Inflation pushes government borrowing near record high amid high street slump
The size of the UK’s public debt has surged unexpectedly as rising prices put more strain on government finances than any time since the height of the pandemic.
A sharp rise in the cost of debt interest payments means the Treasury owes £20 billion as of September, new data from the Office for National Statistics (ONS) shows.
Officials have been blindsided as the figure is well above the £17 billion predicted by economists, and more than a third larger than government estimates calculated in March.
It’s the second-highest September figure since monthly records began in 1983, surpassed only by September 2020 when the government was borrowing historic amounts to fund Covid schemes such as furlough.
Monthly debt figures are typically compared like-for-like due to natural ebbs and flows throughout the year.
Adding to the gloomy picture were increasing signs of a slump on Britain’s high streets.
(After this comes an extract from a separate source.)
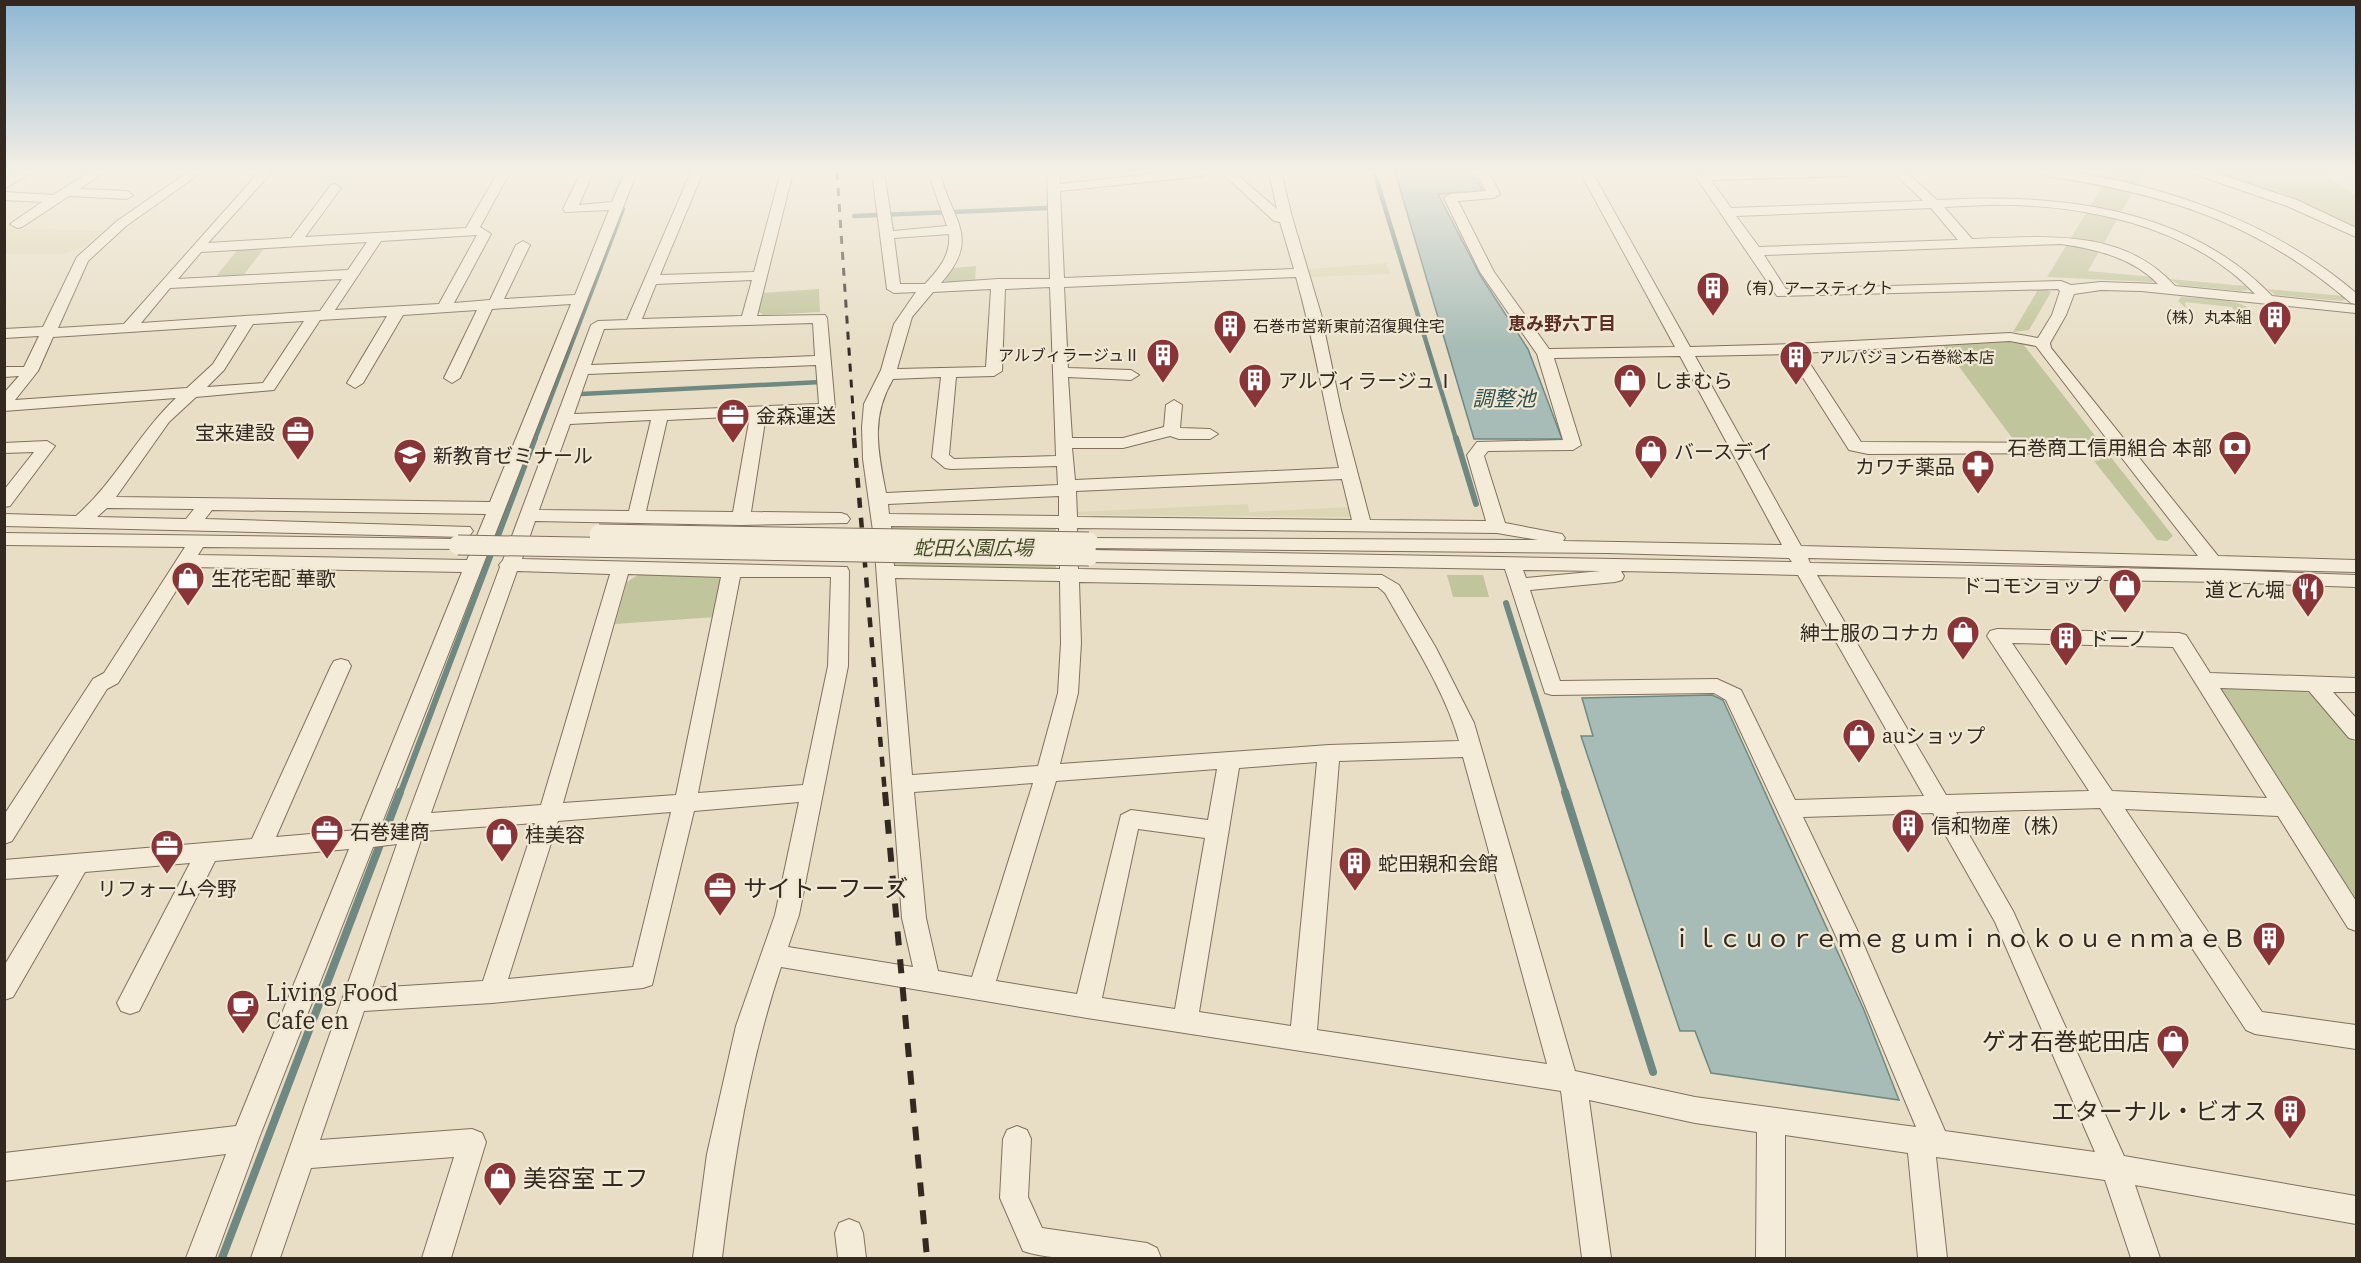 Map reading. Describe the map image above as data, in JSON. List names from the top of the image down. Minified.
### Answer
{"districts":["恵み野六丁目"],"water":["調整池"],"parks":["蛇田公園広場"],"places":{"building":["（有）アースティクト","（株）丸本組","石巻市営新東前沼復興住宅","アルブィラージュⅡ","アルパジョン石巻総本店","アルブィラージュⅠ","ドーノ","信和物産（株）","蛇田親和会館","ｉｌｃｕｏｒｅｍｅｇｕｍｉｎｏｋｏｕｅｎｍａｅＢ","エターナル・ビオス"],"shop":["しまむら","バースデイ","生花宅配 華歌","ドコモショップ","紳士服のコナカ","auショップ","桂美容","ゲオ石巻蛇田店","美容室 エフ"],"office":["金森運送","宝来建設","石巻建商","リフォーム今野","サイトーフーズ"],"bank":["石巻商工信用組合 本部"],"school or university":["新教育ゼミナール"],"pharmacy":["カワチ薬品"],"restaurant":["道とん堀"],"cafe":["Living Food Cafe en"]}}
Retail sales fell further than expected by 1.4% in volume terms, a firm indication that people are doing less shopping due to cost of living fears.
ONS director of economic statistics Darren Morgan said ‘consumers are now buying less than before the pandemic’.
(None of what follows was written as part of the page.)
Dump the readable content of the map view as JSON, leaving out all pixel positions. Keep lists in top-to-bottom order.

He added: ‘Drops were seen across all main areas of retailing, with falling sales in food stores making the largest contribution.
‘Retailers told us that the fall in September was partly because many stores were closed for the Queen’s funeral, but also because of continued price pressures leading consumers to be careful about spending.’
Worsening fears over the government’s ability to service its debt has fuelled much of the financial chaos that helped topple Liz Truss’ short-lived government.
Her raft of tax cuts, while not unheard of in times of economic stability, was widely seen by investors as coming far too thick and fast at a time when the country is heading into its worst cost-of-living crisis since the 1970s.
Banks, pension funds and insurance firms became less willing to buy government bonds, a type of IOU through which the Treasury raises money.
This meant the government had to offer a higher effective rate of interest on its bonds (known as ‘yield’) to keep up sales, pushing up the cost of borrowing.
The cost of borrowing has begun to fall again since the fiasco but still remains considerably higher than before the mini-budget was announced.